If there's one thing I've learned over the years, is that we really seldom have advanced needs. Mostly we just want things to work a certain way, and will fight systems to make it behave so. It's easier to just leave it be. Like maven vs gradle; yes, gradle can do everything, but if you need that it's worth taking a step back and assess why the normal maven flow won't work. What's so special with our app compared to the millions working just fine out of the box?

2 comments

I'm sad as DevOps Engineer I only have one upvote to give. YAGNI needs to be every team motto.

We tried caching at several companies. Outside node builds, it was never worth it. Horray, our .Net builds took 15 seconds instead of 4 Minutes. Eventually you realized no one cared since we averaged deployments every 4 days outside of outages and time being burned by it just wasn't there.
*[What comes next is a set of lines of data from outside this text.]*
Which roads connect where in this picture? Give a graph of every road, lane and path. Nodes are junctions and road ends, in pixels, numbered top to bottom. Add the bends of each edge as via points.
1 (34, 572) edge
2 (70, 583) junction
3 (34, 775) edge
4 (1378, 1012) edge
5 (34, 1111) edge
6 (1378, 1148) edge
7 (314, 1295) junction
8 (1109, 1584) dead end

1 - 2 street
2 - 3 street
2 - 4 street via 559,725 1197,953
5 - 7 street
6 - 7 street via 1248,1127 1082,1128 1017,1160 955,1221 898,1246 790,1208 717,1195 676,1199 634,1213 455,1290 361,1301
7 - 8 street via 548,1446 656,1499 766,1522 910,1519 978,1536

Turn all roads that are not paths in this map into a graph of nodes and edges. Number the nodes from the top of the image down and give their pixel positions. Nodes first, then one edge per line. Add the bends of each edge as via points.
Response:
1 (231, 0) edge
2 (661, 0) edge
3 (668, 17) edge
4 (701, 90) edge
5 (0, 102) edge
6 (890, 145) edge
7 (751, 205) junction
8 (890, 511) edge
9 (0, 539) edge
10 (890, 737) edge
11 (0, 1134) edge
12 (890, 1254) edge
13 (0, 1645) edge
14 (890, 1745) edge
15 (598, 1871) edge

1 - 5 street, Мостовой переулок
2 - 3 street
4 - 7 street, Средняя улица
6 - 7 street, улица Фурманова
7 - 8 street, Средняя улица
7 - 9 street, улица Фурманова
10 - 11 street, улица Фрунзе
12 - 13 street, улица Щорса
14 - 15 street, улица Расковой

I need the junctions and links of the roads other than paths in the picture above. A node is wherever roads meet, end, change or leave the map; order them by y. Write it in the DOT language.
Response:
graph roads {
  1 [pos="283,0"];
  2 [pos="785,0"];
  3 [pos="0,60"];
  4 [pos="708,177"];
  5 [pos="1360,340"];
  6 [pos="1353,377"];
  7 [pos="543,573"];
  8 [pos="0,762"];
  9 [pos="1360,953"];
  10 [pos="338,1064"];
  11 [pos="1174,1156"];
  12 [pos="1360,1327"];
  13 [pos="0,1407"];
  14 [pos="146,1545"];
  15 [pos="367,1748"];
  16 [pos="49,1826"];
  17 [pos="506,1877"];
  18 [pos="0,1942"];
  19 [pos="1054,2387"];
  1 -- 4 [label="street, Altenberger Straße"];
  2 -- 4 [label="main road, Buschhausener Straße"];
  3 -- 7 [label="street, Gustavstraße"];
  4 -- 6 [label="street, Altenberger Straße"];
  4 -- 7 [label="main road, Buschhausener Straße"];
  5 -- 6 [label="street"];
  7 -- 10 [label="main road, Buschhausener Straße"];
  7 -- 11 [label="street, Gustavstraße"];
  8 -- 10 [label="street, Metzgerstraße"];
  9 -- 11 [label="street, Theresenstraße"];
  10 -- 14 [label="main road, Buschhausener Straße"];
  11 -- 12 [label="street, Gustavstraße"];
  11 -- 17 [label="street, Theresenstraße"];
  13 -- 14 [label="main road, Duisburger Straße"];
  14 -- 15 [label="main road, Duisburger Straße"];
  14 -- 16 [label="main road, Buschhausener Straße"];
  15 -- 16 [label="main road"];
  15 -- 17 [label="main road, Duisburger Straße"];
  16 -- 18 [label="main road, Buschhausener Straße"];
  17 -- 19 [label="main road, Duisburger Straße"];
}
Pulling my entire repository clean from source control takes longer than your entire uncached pipeline.

A clean build on a 16 core machine with an SSD and a GB network is about 4 hours including checkout.

Our cached builds are 15 minutes including deployment.

It has been a few years, but last I recall, the key advantage of Gradle over Maven was not power so much as brevity. Doing many things in Maven required a dozen nested XML tags, while doing the same thing in Gradle was often a one-liner.